On the Giants side, Hasselbeck played his final NFL season for New York, in 1985. The team's defensive coordinator that season was Bill Belichick, the current Patriots head coach. Hasselbeck is good friends with both the Mara and Tisch families, and Tim Hasselbeck was a reserve quarterback for the Giants in 2006, and went to camp with New York this season as well. He wound up serving as backup for 11 games for Arizona this year, once Matt Leinart was hurt and lost for the season.

And now the Patriots and Giants will meet on Tim Hasselbeck's home field -- the University of Phoenix Stadium -- in nearby Glendale on Sunday.

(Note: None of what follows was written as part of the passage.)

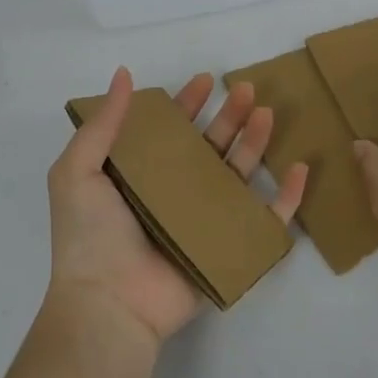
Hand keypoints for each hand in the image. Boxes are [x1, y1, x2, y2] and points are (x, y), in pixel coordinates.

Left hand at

"It's very weird,'' Don Hasselbeck told me this week. "We do have some alliances with both teams. When Tom Coughlin was at Boston College as the receivers coach, we lived in the same neighborhood. My wife and I have always been close to him and his wife, Judy. It's a little weird for me to have all these different connections.''

Perhaps understandably, Hasselbeck didn't want to make a Super Bowl prediction for either team. "All I'll keep thinking about is the day after the game, I'll be headed to the Pro Bowl with [Matt] for the game. I'm going to look forward to that and avoid the rest.''

• Lord knows I swing and miss often enough, but here a couple pieces of clairvoyance that I'm feeling pretty good about this week. Last draft weekend, after the Patriots acquired Randy Moss, here's a snippet of what I wrote about the controversial acquisition:

"Moss realizes he's approaching last-shot territory, and he's desperate for both a Super Bowl ring and a little restoration work on his legacy as a potential Hall of Fame receiver.

"And here's something to keep in mind as we debate the wisdom of New England's move for the next three months: Moss's showing with the Patriots this season will tell us all we need to know. I think it'll be either an obvious grand slam, or an obvious whiff, with very little room for middle ground.

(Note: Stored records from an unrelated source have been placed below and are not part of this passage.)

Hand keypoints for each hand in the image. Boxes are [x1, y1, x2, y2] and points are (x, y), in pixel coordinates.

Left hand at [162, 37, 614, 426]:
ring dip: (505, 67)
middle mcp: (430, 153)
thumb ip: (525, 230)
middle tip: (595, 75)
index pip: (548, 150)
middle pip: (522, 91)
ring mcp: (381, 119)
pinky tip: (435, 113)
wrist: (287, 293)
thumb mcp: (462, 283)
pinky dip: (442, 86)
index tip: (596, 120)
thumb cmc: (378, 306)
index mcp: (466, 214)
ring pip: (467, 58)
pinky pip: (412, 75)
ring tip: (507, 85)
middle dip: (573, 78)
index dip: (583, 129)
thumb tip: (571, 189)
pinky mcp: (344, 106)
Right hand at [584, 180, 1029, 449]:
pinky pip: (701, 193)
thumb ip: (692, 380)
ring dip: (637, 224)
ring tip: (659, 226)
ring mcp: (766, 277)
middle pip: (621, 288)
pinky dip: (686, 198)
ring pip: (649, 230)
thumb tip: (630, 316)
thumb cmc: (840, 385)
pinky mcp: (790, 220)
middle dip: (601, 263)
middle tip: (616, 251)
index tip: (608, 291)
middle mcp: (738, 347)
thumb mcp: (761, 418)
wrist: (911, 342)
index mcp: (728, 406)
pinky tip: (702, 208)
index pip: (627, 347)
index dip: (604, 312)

"I think it was an acquisition that will help ensure the Patriots outscore the high-powered Colts in their inevitable playoff showdown with their AFC rivals, giving New England a passing game that can trade punches with Peyton Manning and Co.''

And then, on Oct. 23, with the Patriots sitting at 7-0, I called off the dogs and proclaimed New England was headed for history at 19-0:

"I believe these Patriots will go 16-0 in the regular season, and then march through the playoffs to become the first 19-0 team in NFL history. Write it down and underline it twice. They're that good, and they're that motivated.''

• The Patriots have won a lot of ways in their seven-year run. This season they ranked first overall in total offense (411.3 yards), and first in passing (295.7). You tend to forget, but that's a far cry from their first Super Bowl-winning team, those underdogs that upset the Rams in 2001. That season, New England ranked a lowly 19th in total offense, and 22nd in passing.

Even New England's last Super Bowl champions, in '04, weren't exactly an offensive juggernaut. That year, despite Tom Brady's great talents, the Patriots were 11th in passing and seventh in overall offense.

• Because I guess we've got to quibble with something when it comes to perfection, New England's Bill Belichick and Scott Pioli have been getting questions this week about the lack of impact by the Patriots' '07 draft class. Only first-round pick Brandon Merriweather is on the team's Super Bowl roster, and Merriweather is a reserve safety.

"To that I'd say that our second-round pick was Wes Welker (acquired via trade from Miami) and our fourth-round pick was Randy Moss (acquired via trade with Oakland),'' said Pioli on Thursday, resting his case.

Merriweather, Welker, and Moss. That's decent impact.